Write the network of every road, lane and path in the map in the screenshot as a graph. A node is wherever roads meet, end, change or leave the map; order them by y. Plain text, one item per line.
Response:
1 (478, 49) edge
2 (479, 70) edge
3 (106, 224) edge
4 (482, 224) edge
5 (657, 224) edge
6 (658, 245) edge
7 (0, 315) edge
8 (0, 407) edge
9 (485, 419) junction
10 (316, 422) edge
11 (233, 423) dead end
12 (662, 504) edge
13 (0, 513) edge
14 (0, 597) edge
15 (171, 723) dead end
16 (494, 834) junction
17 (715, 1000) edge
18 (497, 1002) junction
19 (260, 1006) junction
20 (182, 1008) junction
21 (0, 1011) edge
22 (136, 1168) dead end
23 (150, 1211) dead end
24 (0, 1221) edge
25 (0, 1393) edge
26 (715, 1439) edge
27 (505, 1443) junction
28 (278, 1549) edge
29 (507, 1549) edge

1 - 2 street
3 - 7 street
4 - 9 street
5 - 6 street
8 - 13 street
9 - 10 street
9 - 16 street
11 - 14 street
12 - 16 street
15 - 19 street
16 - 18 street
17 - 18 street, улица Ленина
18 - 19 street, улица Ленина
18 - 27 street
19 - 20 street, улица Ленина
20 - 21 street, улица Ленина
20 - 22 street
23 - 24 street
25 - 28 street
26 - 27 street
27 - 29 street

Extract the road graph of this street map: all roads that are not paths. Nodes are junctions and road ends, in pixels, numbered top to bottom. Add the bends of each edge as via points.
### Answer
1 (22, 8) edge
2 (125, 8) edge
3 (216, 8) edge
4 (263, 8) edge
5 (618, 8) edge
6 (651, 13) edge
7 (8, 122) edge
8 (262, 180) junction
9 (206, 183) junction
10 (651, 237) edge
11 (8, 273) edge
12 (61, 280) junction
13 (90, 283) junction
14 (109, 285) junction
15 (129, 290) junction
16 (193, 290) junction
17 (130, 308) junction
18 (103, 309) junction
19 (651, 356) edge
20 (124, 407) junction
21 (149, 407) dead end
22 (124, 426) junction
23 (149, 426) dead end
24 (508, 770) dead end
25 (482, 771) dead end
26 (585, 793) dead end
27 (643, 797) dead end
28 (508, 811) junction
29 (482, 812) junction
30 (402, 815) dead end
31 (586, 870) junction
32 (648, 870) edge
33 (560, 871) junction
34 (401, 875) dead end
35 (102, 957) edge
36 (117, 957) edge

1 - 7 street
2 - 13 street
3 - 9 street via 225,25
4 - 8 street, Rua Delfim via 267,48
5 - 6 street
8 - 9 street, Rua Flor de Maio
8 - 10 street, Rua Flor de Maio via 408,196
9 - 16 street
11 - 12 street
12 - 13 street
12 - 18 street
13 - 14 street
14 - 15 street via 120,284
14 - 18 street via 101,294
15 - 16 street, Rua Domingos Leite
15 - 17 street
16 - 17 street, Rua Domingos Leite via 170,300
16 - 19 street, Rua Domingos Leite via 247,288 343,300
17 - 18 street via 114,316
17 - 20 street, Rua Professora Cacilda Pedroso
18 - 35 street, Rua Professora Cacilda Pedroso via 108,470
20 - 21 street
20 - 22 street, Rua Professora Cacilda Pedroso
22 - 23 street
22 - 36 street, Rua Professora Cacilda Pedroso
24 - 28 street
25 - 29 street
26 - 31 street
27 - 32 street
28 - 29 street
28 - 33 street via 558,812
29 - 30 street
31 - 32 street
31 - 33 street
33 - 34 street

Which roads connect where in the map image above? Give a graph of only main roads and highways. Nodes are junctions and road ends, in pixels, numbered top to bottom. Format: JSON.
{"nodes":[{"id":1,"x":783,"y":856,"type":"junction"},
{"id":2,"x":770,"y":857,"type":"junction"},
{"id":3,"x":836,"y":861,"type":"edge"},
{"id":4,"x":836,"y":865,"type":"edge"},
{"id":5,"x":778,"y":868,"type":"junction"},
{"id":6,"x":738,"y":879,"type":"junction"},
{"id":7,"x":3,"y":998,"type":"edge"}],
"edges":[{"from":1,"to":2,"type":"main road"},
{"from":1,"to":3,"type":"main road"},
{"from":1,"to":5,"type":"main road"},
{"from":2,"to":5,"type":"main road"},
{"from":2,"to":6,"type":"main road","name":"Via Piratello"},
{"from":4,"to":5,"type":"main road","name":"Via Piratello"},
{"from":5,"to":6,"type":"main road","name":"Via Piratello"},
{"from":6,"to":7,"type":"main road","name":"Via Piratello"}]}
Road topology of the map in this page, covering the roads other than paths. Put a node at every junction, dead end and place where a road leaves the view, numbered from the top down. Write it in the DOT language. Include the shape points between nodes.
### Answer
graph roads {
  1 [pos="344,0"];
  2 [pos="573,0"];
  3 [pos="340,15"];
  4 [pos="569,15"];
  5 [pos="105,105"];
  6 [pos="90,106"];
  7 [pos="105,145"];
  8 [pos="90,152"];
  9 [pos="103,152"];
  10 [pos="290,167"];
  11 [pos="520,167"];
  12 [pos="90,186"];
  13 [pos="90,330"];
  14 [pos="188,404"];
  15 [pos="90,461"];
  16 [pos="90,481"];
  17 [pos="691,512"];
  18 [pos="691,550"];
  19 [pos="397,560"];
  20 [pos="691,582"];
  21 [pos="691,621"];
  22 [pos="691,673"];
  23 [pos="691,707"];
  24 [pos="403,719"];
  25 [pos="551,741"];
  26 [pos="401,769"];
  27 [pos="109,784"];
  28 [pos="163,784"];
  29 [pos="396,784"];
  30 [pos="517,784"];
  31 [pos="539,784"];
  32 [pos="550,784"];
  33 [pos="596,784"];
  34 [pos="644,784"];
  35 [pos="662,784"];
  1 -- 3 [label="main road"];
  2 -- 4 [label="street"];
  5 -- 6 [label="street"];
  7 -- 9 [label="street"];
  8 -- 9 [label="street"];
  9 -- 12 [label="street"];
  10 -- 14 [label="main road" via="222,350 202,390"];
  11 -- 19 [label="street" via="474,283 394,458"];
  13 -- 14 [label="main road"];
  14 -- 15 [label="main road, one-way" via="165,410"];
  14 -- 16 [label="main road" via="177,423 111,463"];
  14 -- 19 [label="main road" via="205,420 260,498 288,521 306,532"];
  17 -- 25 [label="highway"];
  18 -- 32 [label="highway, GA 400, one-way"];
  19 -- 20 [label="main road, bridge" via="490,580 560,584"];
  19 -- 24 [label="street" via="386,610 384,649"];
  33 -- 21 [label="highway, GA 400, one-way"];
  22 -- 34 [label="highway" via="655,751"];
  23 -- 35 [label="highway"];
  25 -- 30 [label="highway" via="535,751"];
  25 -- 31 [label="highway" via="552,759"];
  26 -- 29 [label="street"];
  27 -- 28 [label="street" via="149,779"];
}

===============

- [Problem details]: From the records above, extract each line exactly as shown.

- [Your solution]:
Write the network of every road, lane and path in the map in the screenshot as a graph. A node is wherever roads meet, end, change or leave the map; order them by y. Plain text, one item per line.
Response:
1 (478, 49) edge
2 (479, 70) edge
3 (106, 224) edge
4 (482, 224) edge
5 (657, 224) edge
6 (658, 245) edge
7 (0, 315) edge
8 (0, 407) edge
9 (485, 419) junction
10 (316, 422) edge
11 (233, 423) dead end
12 (662, 504) edge
13 (0, 513) edge
14 (0, 597) edge
15 (171, 723) dead end
16 (494, 834) junction
17 (715, 1000) edge
18 (497, 1002) junction
19 (260, 1006) junction
20 (182, 1008) junction
21 (0, 1011) edge
22 (136, 1168) dead end
23 (150, 1211) dead end
24 (0, 1221) edge
25 (0, 1393) edge
26 (715, 1439) edge
27 (505, 1443) junction
28 (278, 1549) edge
29 (507, 1549) edge

1 - 2 street
3 - 7 street
4 - 9 street
5 - 6 street
8 - 13 street
9 - 10 street
9 - 16 street
11 - 14 street
12 - 16 street
15 - 19 street
16 - 18 street
17 - 18 street, улица Ленина
18 - 19 street, улица Ленина
18 - 27 street
19 - 20 street, улица Ленина
20 - 21 street, улица Ленина
20 - 22 street
23 - 24 street
25 - 28 street
26 - 27 street
27 - 29 street

Extract the road graph of this street map: all roads that are not paths. Nodes are junctions and road ends, in pixels, numbered top to bottom. Add the bends of each edge as via points.
### Answer
1 (22, 8) edge
2 (125, 8) edge
3 (216, 8) edge
4 (263, 8) edge
5 (618, 8) edge
6 (651, 13) edge
7 (8, 122) edge
8 (262, 180) junction
9 (206, 183) junction
10 (651, 237) edge
11 (8, 273) edge
12 (61, 280) junction
13 (90, 283) junction
14 (109, 285) junction
15 (129, 290) junction
16 (193, 290) junction
17 (130, 308) junction
18 (103, 309) junction
19 (651, 356) edge
20 (124, 407) junction
21 (149, 407) dead end
22 (124, 426) junction
23 (149, 426) dead end
24 (508, 770) dead end
25 (482, 771) dead end
26 (585, 793) dead end
27 (643, 797) dead end
28 (508, 811) junction
29 (482, 812) junction
30 (402, 815) dead end
31 (586, 870) junction
32 (648, 870) edge
33 (560, 871) junction
34 (401, 875) dead end
35 (102, 957) edge
36 (117, 957) edge

1 - 7 street
2 - 13 street
3 - 9 street via 225,25
4 - 8 street, Rua Delfim via 267,48
5 - 6 street
8 - 9 street, Rua Flor de Maio
8 - 10 street, Rua Flor de Maio via 408,196
9 - 16 street
11 - 12 street
12 - 13 street
12 - 18 street
13 - 14 street
14 - 15 street via 120,284
14 - 18 street via 101,294
15 - 16 street, Rua Domingos Leite
15 - 17 street
16 - 17 street, Rua Domingos Leite via 170,300
16 - 19 street, Rua Domingos Leite via 247,288 343,300
17 - 18 street via 114,316
17 - 20 street, Rua Professora Cacilda Pedroso
18 - 35 street, Rua Professora Cacilda Pedroso via 108,470
20 - 21 street
20 - 22 street, Rua Professora Cacilda Pedroso
22 - 23 street
22 - 36 street, Rua Professora Cacilda Pedroso
24 - 28 street
25 - 29 street
26 - 31 street
27 - 32 street
28 - 29 street
28 - 33 street via 558,812
29 - 30 street
31 - 32 street
31 - 33 street
33 - 34 street

Which roads connect where in the map image above? Give a graph of only main roads and highways. Nodes are junctions and road ends, in pixels, numbered top to bottom. Format: JSON.
{"nodes":[{"id":1,"x":783,"y":856,"type":"junction"},
{"id":2,"x":770,"y":857,"type":"junction"},
{"id":3,"x":836,"y":861,"type":"edge"},
{"id":4,"x":836,"y":865,"type":"edge"},
{"id":5,"x":778,"y":868,"type":"junction"},
{"id":6,"x":738,"y":879,"type":"junction"},
{"id":7,"x":3,"y":998,"type":"edge"}],
"edges":[{"from":1,"to":2,"type":"main road"},
{"from":1,"to":3,"type":"main road"},
{"from":1,"to":5,"type":"main road"},
{"from":2,"to":5,"type":"main road"},
{"from":2,"to":6,"type":"main road","name":"Via Piratello"},
{"from":4,"to":5,"type":"main road","name":"Via Piratello"},
{"from":5,"to":6,"type":"main road","name":"Via Piratello"},
{"from":6,"to":7,"type":"main road","name":"Via Piratello"}]}
Road topology of the map in this page, covering the roads other than paths. Put a node at every junction, dead end and place where a road leaves the view, numbered from the top down. Write it in the DOT language. Include the shape points between nodes.
### Answer
graph roads {
  1 [pos="344,0"];
  2 [pos="573,0"];
  3 [pos="340,15"];
  4 [pos="569,15"];
  5 [pos="105,105"];
  6 [pos="90,106"];
  7 [pos="105,145"];
  8 [pos="90,152"];
  9 [pos="103,152"];
  10 [pos="290,167"];
  11 [pos="520,167"];
  12 [pos="90,186"];
  13 [pos="90,330"];
  14 [pos="188,404"];
  15 [pos="90,461"];
  16 [pos="90,481"];
  17 [pos="691,512"];
  18 [pos="691,550"];
  19 [pos="397,560"];
  20 [pos="691,582"];
  21 [pos="691,621"];
  22 [pos="691,673"];
  23 [pos="691,707"];
  24 [pos="403,719"];
  25 [pos="551,741"];
  26 [pos="401,769"];
  27 [pos="109,784"];
  28 [pos="163,784"];
  29 [pos="396,784"];
  30 [pos="517,784"];
  31 [pos="539,784"];
  32 [pos="550,784"];
  33 [pos="596,784"];
  34 [pos="644,784"];
  35 [pos="662,784"];
  1 -- 3 [label="main road"];
  2 -- 4 [label="street"];
  5 -- 6 [label="street"];
  7 -- 9 [label="street"];
  8 -- 9 [label="street"];
  9 -- 12 [label="street"];
  10 -- 14 [label="main road" via="222,350 202,390"];
  11 -- 19 [label="street" via="474,283 394,458"];
  13 -- 14 [label="main road"];
  14 -- 15 [label="main road, one-way" via="165,410"];
  14 -- 16 [label="main road" via="177,423 111,463"];
  14 -- 19 [label="main road" via="205,420 260,498 288,521 306,532"];
  17 -- 25 [label="highway"];
  18 -- 32 [label="highway, GA 400, one-way"];
  19 -- 20 [label="main road, bridge" via="490,580 560,584"];
  19 -- 24 [label="street" via="386,610 384,649"];
  33 -- 21 [label="highway, GA 400, one-way"];
  22 -- 34 [label="highway" via="655,751"];
  23 -- 35 [label="highway"];
  25 -- 30 [label="highway" via="535,751"];
  25 -- 31 [label="highway" via="552,759"];
  26 -- 29 [label="street"];
  27 -- 28 [label="street" via="149,779"];
}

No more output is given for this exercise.